Required work ▸ Copy out each line below in which the string "Pangkalan" appears.

::::::::

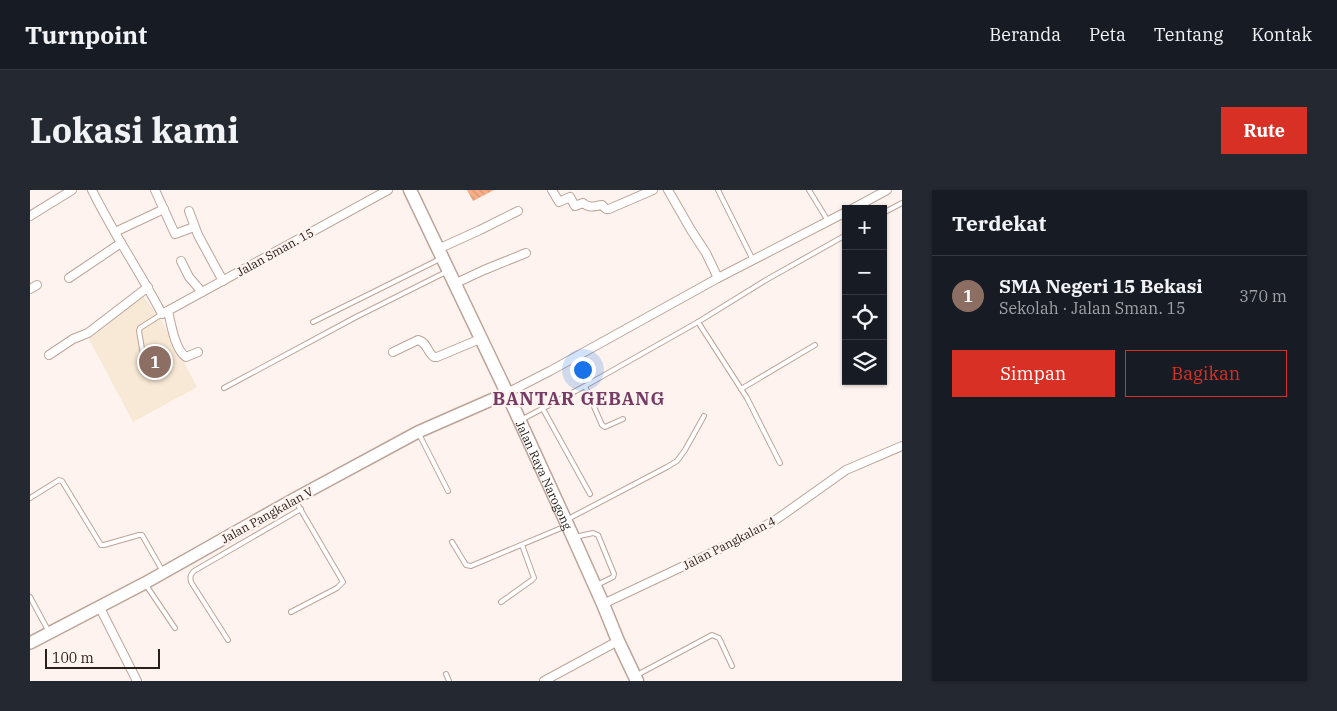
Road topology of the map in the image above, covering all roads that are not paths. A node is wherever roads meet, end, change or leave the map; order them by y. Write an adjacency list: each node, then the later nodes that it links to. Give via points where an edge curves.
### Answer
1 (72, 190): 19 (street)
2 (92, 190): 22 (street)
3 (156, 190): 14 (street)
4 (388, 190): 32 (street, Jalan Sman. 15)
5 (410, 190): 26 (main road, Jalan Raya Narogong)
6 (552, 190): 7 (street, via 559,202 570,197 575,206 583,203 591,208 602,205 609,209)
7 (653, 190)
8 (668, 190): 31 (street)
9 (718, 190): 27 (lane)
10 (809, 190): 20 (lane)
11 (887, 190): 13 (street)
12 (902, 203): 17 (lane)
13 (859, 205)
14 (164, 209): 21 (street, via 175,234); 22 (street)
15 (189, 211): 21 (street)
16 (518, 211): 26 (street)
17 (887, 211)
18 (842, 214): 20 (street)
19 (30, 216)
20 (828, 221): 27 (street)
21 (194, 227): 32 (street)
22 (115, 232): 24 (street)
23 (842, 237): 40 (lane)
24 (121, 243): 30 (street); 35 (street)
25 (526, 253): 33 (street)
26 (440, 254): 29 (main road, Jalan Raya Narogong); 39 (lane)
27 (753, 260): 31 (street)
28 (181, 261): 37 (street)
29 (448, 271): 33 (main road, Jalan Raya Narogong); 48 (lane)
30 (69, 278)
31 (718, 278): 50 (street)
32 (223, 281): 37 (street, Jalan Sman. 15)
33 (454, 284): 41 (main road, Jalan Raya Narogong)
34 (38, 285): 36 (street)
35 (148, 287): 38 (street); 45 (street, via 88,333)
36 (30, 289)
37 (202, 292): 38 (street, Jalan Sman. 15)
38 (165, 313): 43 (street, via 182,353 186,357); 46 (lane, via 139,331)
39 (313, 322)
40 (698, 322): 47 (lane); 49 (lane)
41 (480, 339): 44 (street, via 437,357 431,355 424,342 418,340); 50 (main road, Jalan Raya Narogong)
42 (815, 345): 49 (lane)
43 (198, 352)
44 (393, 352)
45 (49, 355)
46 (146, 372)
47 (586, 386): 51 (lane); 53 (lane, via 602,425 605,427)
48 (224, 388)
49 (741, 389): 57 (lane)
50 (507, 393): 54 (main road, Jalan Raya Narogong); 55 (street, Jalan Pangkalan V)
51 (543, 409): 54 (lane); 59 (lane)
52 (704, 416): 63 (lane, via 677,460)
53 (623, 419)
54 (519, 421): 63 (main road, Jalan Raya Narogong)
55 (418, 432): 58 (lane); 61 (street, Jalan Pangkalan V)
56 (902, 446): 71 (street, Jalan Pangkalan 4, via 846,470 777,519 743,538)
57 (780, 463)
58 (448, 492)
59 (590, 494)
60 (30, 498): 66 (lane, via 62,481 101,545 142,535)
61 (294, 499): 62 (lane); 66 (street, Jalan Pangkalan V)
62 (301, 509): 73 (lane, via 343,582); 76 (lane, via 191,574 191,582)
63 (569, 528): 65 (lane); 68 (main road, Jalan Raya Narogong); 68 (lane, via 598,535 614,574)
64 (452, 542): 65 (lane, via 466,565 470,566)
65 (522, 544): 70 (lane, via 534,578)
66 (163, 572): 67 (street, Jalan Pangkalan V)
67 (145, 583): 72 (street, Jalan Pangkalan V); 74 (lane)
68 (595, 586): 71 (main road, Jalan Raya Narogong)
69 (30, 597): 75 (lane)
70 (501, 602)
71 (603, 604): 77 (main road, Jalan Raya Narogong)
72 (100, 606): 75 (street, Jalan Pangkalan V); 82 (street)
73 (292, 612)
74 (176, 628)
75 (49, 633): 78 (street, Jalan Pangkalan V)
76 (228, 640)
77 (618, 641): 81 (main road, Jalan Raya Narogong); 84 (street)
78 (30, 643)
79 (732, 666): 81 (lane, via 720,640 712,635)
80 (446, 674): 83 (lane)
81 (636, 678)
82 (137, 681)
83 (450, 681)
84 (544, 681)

::::::::

Written answer ▸
50 (507, 393): 54 (main road, Jalan Raya Narogong); 55 (street, Jalan Pangkalan V)
55 (418, 432): 58 (lane); 61 (street, Jalan Pangkalan V)
56 (902, 446): 71 (street, Jalan Pangkalan 4, via 846,470 777,519 743,538)
61 (294, 499): 62 (lane); 66 (street, Jalan Pangkalan V)
66 (163, 572): 67 (street, Jalan Pangkalan V)
67 (145, 583): 72 (street, Jalan Pangkalan V); 74 (lane)
72 (100, 606): 75 (street, Jalan Pangkalan V); 82 (street)
75 (49, 633): 78 (street, Jalan Pangkalan V)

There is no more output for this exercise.